In 1955 the Austin Fire Department created a 12 page pamphlet describing life at Austin’s Central Fire Station #1. Our current Central Fire Station #1, located at 401 E. 5th St. in downtown Austin, was built in 1938 and replaced the Old Central Fire Station (1885) at 114 W. 8th St. When it opened, Centrals was described as one of the most modern fire stations in The United States in a 1945 Fire Engineering Magazine article. Its Art Deco style and street corner location with truck bays facing two different streets made the station stand out as a model design. The fire station is a two-story structure that originally had the Fire Chief’s office, dispatcher’s alarm room, and day-room downstairs. Today, the area that originally housed the Fire Chief’s office and alarm office is occupied by Austin-Travis County EMS Medic 6. The day-room is still used by the firefighters as a TV and training room. The upstairs portion of the station is still very similar to its 1938 design, although it has been slightly expanded and remodeled over the years. There are two brass fire poles that lead from pole closets in the dormitory and are commonly referred to as Engine 1 or Engine 50′s pole due to their location. Of the 45 fire stations in Austin, only Station 1 and Station 2 have fire poles.

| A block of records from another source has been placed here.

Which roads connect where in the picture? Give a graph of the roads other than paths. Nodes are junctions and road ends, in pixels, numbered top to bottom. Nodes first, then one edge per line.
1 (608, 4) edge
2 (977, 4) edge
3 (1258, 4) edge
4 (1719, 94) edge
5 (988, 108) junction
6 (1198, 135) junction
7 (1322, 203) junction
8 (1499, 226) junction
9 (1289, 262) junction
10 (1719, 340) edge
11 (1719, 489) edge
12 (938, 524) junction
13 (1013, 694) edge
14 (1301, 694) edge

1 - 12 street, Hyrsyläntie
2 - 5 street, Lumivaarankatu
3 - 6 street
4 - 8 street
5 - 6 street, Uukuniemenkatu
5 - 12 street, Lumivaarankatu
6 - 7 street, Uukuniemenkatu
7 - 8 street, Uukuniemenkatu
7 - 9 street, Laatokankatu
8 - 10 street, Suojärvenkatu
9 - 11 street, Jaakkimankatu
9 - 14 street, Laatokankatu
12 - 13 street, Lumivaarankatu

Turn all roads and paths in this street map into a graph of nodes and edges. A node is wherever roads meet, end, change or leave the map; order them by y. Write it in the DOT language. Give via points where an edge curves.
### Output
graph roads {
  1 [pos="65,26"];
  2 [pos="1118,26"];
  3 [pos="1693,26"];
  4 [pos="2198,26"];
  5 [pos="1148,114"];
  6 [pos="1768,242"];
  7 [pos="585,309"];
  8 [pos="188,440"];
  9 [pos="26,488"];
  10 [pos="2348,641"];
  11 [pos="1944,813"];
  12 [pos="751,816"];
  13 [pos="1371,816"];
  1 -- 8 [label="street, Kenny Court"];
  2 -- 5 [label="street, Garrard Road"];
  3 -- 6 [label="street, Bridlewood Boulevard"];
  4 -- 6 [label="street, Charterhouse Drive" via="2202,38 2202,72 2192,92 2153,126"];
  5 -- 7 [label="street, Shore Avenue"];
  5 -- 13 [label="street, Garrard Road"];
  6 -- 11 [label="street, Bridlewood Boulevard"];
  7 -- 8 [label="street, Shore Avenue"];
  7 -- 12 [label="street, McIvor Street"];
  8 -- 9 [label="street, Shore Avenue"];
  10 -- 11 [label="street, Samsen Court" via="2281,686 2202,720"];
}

In 1962, an annex was built on the eastern side of Centrals to accommodate the need for a Fire Department Headquarters. The Fire Chief’s office, Alarm office, and administrative support staff occupied the Central Annex well into the 1980′s. Today, the front part of the Annex is home to the Austin Fire Museum and the rest of the annex is occupied by the AFD Shift Commander and extra storage room.
Various different apparatus have been assigned to Central Fire Station #1 over the years, but a few constants have remained. Centrals has always had at least two engine companies and one truck company assigned to it as well as some sort of Chief Officer position. Currently the name and number designation of the assigned units are Engine 1, Engine 50, Quint 1, and the AFD Division Chief Shift Commander. The crews of E1, E50, and Q1 also comprise of the AFD Special Operations team that has specialized training in Swiftwater and Search and Rescue.